Apprentice Initiatives

maj 14, 2008
Trend Control Systems is supporting the long-term interests of the building services industry through an ongoing campaign to attract apprentices. Its efforts this year resulted in 50 Apprenticeships in Building Services Engineering, out of 550 who responded to the campaign. Seven are employed directly by Trend, the remainder by 26 Trend partner companies – independent building system integrators who install Trend products.

“The UK building services industry will suffer if the present lack of trained Building Service engineers is allowed to continue, while we and our partners need trained technicians to maintain business growth”, observed Tim Darkes, Managing Director of Horsham-based Trend Control Systems, a specialist in building management systems.

“For many years, Trend has successfully recruited and trained apprentices; providing them with certificated qualifications, along with Trend product training and hands-on learning. However, Trend partners have not always been able to match this resource, so they requested our help to fill the industry-wide need for new technicians”.

“The fact that we received 550 applications this year shows clearly that many young people are attracted to a technical career in building services. We hope those we were unable to employ are successful in finding training elsewhere within the industry”.

Trend develops its Apprentice Scheme

Following the success of the scheme in 2007, Trend recruited Jennifer Fyson as Apprentice Scheme Manager to develop the scheme and repeat the recruitment process for 2008’s intake. Fyson, who has an extensive background in education and training, commented: “I joined Trend because its scheme was innovative and clearly provided great prospects for apprentices”. Fyson is also fostering team spirit and a sense of belonging to the “Trend family” throughout training, which will aid retention of time-served apprentices.

“Trend is taking the lead in driving long-term training and qualifications by working with 17 colleges and training providers to tailor courses appropriate to the needs of the building services industry”, she added. “We are also working with the Learning & Skills Council and Sector Skills Council to consider new and innovative ways of delivering training nationwide”.

This year Trend also took the innovative step of collaborating with a local college, Central Sussex College in Crawley, as part of the Government-sponsored Engineering and Technology Board’s (ETB) “Lecturers into Industry” pilot program. This scheme brings local businesses together with college lecturers in engineering and science subjects, to help lecturers understand authentic business practices and challenges. They can then incorporate this “real world” knowledge into the college curriculum.
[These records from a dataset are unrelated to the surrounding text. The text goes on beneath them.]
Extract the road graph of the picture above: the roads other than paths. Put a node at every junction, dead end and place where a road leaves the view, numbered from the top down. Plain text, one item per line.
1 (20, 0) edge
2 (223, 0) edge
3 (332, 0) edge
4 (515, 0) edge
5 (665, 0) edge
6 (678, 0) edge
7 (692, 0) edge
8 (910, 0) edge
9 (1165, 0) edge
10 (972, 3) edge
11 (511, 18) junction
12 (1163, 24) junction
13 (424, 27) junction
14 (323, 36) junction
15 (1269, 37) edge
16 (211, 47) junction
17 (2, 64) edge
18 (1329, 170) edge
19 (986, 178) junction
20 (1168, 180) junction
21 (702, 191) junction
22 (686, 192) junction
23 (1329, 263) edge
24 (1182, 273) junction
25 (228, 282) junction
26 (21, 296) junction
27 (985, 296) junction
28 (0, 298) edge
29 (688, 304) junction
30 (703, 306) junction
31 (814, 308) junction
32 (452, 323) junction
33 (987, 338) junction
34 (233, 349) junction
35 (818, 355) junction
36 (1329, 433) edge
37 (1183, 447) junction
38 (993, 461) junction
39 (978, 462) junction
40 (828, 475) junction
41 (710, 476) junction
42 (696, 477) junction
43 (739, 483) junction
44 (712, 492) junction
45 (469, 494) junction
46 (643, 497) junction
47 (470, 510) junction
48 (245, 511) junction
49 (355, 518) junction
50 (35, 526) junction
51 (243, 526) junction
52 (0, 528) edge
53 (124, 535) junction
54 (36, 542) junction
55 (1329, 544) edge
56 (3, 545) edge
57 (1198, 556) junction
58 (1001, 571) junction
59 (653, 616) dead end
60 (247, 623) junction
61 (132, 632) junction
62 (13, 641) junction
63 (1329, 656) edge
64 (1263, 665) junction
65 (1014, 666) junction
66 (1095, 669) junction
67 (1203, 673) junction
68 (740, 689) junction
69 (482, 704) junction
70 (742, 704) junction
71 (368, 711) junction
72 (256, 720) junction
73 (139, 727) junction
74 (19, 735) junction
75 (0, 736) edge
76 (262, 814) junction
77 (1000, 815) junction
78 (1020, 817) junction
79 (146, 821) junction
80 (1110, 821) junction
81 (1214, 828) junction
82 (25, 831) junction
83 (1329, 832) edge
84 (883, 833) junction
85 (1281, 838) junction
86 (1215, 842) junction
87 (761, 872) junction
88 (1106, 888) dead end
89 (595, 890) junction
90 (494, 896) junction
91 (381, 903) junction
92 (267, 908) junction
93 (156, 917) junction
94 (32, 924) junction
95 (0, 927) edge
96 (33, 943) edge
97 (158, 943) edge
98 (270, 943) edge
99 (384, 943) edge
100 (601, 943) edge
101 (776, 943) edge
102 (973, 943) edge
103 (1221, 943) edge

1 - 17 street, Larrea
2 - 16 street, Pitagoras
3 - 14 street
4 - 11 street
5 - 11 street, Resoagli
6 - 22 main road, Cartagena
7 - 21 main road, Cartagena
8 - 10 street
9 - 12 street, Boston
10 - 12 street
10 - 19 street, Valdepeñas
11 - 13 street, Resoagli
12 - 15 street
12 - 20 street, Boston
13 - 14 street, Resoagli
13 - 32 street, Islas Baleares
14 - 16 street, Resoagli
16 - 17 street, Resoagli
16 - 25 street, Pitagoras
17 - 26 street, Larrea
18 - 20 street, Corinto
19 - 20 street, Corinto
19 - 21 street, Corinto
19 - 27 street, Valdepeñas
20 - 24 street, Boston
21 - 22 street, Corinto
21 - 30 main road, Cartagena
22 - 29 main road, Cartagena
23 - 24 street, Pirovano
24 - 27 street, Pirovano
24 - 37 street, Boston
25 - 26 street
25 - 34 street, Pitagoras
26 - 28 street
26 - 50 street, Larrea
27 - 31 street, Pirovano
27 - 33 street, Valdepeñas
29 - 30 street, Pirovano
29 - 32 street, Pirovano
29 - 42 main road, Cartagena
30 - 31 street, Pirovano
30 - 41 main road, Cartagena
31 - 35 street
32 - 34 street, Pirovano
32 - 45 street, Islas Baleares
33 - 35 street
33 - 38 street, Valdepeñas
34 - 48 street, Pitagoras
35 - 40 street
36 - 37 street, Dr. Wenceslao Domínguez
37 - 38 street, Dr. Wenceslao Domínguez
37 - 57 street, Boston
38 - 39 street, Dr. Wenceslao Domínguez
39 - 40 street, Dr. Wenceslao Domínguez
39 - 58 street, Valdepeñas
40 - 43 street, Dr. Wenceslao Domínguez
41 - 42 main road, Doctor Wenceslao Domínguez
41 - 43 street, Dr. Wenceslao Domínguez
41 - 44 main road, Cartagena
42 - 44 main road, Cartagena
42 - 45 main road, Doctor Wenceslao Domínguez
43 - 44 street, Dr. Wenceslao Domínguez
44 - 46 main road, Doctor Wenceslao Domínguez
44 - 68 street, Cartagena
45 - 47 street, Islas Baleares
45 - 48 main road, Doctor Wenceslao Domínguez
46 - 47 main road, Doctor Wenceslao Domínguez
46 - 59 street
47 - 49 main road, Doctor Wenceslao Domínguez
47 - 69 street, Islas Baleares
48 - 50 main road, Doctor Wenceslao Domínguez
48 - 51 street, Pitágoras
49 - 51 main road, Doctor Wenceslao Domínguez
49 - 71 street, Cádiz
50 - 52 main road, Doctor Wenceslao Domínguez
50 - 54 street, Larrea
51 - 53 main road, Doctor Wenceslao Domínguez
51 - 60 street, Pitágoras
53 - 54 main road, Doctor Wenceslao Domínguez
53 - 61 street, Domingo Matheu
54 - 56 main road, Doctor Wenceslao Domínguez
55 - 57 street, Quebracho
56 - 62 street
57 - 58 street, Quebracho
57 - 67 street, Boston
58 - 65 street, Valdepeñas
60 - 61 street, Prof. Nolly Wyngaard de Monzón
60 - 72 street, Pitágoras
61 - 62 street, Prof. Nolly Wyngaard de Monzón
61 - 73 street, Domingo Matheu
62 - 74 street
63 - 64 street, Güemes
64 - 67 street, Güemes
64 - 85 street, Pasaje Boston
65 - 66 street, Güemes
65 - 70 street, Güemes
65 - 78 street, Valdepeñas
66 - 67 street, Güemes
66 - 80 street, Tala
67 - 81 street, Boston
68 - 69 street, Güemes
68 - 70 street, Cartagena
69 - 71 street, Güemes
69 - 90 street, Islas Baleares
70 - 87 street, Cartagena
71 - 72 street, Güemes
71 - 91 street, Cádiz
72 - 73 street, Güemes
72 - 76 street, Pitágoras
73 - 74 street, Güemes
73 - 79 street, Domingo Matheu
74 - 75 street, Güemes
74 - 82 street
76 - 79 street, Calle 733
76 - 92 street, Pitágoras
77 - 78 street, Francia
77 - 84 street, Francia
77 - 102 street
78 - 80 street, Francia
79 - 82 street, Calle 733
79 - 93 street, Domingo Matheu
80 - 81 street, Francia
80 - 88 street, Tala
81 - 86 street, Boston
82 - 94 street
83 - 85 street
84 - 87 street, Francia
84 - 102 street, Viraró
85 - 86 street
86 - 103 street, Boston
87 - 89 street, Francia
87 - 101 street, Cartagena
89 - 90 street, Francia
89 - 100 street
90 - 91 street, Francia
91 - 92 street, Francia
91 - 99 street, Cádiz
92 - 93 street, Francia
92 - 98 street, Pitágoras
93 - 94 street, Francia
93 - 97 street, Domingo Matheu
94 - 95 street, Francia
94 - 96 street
Trend supported the scheme by inviting a lecturer from Central Sussex College to spend significant time in each of its engineering departments, to understand the skills needed, so its training provision can match requirements.

Background to the Trend Attitude Apprenticeship Scheme

At the start of the 2006/2007 school year Trend did not have an Apprenticeship Scheme that supported its partners. The company asked Loretta Wootton, a Trend Project Manager who had herself served an Apprenticeship, to discover partner companies’ needs and concerns, develop a scheme to match those needs and then with a close-knit team manage a recruitment campaign.

“The problems included finding candidates with motivation, matching college courses with training needs, encouraging local colleges to run necessary courses and retaining individuals both during and after training,” she explained. “We developed a strongly branded scheme called the ‘Trend Attitude Apprenticeship Scheme’, reflecting the need for candidates with the right attitude. After presenting the scheme to partners, they agreed to take 43 apprentices to work in their businesses, while another seven would be apprenticed directly by Trend”.

A three-month marketing campaign was set in place to encourage applicants. Trend especially wished to attract younger candidates, so used Connexions Direct, a nationwide service that helps 14-19 year olds in particular to help them find colleges or choose careers. Trend also went through EEF, which runs a nationwide website to find apprentices.

The campaign was supported through a website www.TrendAttitude.co.uk, careers events and recruitment stands in shopping centres.

Trend used a three-part online aptitude test to aid selection. It was provided by SHL Group, a leading provider of psychometric assessment and development solutions. The tests for numeracy, language and dependability were selected to ensure the individual would cope technically, be able to communicate effectively with customers and have the right attitude. “Interestingly it was the people with the highest dependability score who were most likely to be among the 50 selected for apprenticeships”, observed Loretta Wootton.